Concept: Socioeconomic Factor Index (SEFI) - Based on the 2001 Census Data
Last Updated: 2009-01-05
1. Census Variables
The SEFI components come from the DA/EA level of Census records provided to MCHP through the Statistics Canada Data Liberation Initiative (DLI). Information for each of the following variables was collected at the DA/EA level and used to calculate the SEFI. Some of the variables are available directly from the census and others are calculated from two or more variables on the census.
- age dependency ratio - expresses the ratio of the population aged 65 or older in a region by the population aged 15-64. The age dependency ratio was tested in two ways: 1) Pop 65+/Pop 15-64 and 2) (pop 0-14 + Pop 65+)/Pop 15-64. The second method was selected for use, following Statistics Canada's definition. See the SEFI Age Variables and Age Dependency Ratio Development documentation and resulting age dependency ratio values.

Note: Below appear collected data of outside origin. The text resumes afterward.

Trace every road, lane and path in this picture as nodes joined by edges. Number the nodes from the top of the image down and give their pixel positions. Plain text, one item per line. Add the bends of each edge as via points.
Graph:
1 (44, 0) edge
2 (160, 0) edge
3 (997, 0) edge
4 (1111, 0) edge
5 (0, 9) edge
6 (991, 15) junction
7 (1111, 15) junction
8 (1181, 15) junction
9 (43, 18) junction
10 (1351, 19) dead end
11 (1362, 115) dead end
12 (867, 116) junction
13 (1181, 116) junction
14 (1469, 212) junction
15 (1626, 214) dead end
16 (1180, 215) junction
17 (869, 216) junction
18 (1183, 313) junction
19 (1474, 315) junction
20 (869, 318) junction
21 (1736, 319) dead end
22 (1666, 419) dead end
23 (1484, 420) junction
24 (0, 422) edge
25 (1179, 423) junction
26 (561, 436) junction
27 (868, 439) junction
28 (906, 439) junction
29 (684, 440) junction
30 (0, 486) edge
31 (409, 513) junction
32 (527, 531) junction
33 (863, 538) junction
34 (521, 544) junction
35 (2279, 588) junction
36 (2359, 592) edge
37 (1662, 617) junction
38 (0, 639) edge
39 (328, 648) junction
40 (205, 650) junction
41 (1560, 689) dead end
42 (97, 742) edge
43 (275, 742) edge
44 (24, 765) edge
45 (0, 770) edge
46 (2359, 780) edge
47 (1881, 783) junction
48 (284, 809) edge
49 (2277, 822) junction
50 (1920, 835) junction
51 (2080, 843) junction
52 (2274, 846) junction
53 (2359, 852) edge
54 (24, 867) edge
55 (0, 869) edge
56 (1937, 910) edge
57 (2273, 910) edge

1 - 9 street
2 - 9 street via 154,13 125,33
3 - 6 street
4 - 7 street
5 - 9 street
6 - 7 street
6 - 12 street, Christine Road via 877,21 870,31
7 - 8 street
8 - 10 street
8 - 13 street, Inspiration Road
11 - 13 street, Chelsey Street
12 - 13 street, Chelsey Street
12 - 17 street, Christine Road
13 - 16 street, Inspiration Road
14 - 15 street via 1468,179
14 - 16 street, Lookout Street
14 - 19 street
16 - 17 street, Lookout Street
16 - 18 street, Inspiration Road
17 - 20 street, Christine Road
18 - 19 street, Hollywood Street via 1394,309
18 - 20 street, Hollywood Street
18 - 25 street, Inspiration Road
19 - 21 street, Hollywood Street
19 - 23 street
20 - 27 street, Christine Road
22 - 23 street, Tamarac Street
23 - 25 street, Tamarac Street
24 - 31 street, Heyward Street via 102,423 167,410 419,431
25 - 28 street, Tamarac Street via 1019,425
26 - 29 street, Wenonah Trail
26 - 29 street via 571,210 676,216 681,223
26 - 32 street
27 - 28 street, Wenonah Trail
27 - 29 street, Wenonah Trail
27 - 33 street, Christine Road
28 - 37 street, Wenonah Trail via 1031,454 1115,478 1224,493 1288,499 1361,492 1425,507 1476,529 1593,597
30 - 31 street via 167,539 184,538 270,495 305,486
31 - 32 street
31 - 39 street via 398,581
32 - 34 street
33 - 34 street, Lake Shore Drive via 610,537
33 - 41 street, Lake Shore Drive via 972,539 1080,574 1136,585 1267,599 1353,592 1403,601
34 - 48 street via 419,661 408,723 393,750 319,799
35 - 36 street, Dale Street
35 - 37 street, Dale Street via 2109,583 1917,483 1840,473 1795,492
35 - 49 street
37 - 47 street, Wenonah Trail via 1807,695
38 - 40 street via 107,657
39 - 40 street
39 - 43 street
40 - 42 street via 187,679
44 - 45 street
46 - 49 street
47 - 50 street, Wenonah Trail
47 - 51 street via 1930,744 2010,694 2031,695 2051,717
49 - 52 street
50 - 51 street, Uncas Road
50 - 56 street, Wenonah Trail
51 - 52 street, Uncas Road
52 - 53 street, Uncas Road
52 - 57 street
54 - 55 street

- Percent single parent families - is calculated by dividing the number of lone-parent families by the total number of census families. In the past (1996 census and earlier), the percent of single parent households among households with children aged 0-14 was used. This information was not available from the 2001 census. Hence this variable was replaced by the percent of families which are single parent. Census variables are:
- famstat_totcenfam - total number of census families in private households (20% Sample Data)
- famstat_totlpar - total lone-parent families (20% Sample Data)
- Percent female single parent families (see percent single parent families above) - calculated by dividing the number of female lone-parent families by the number of census families. Census variables are:
- famstat_totcenfam - total number of census families in private households (20% Sample Data)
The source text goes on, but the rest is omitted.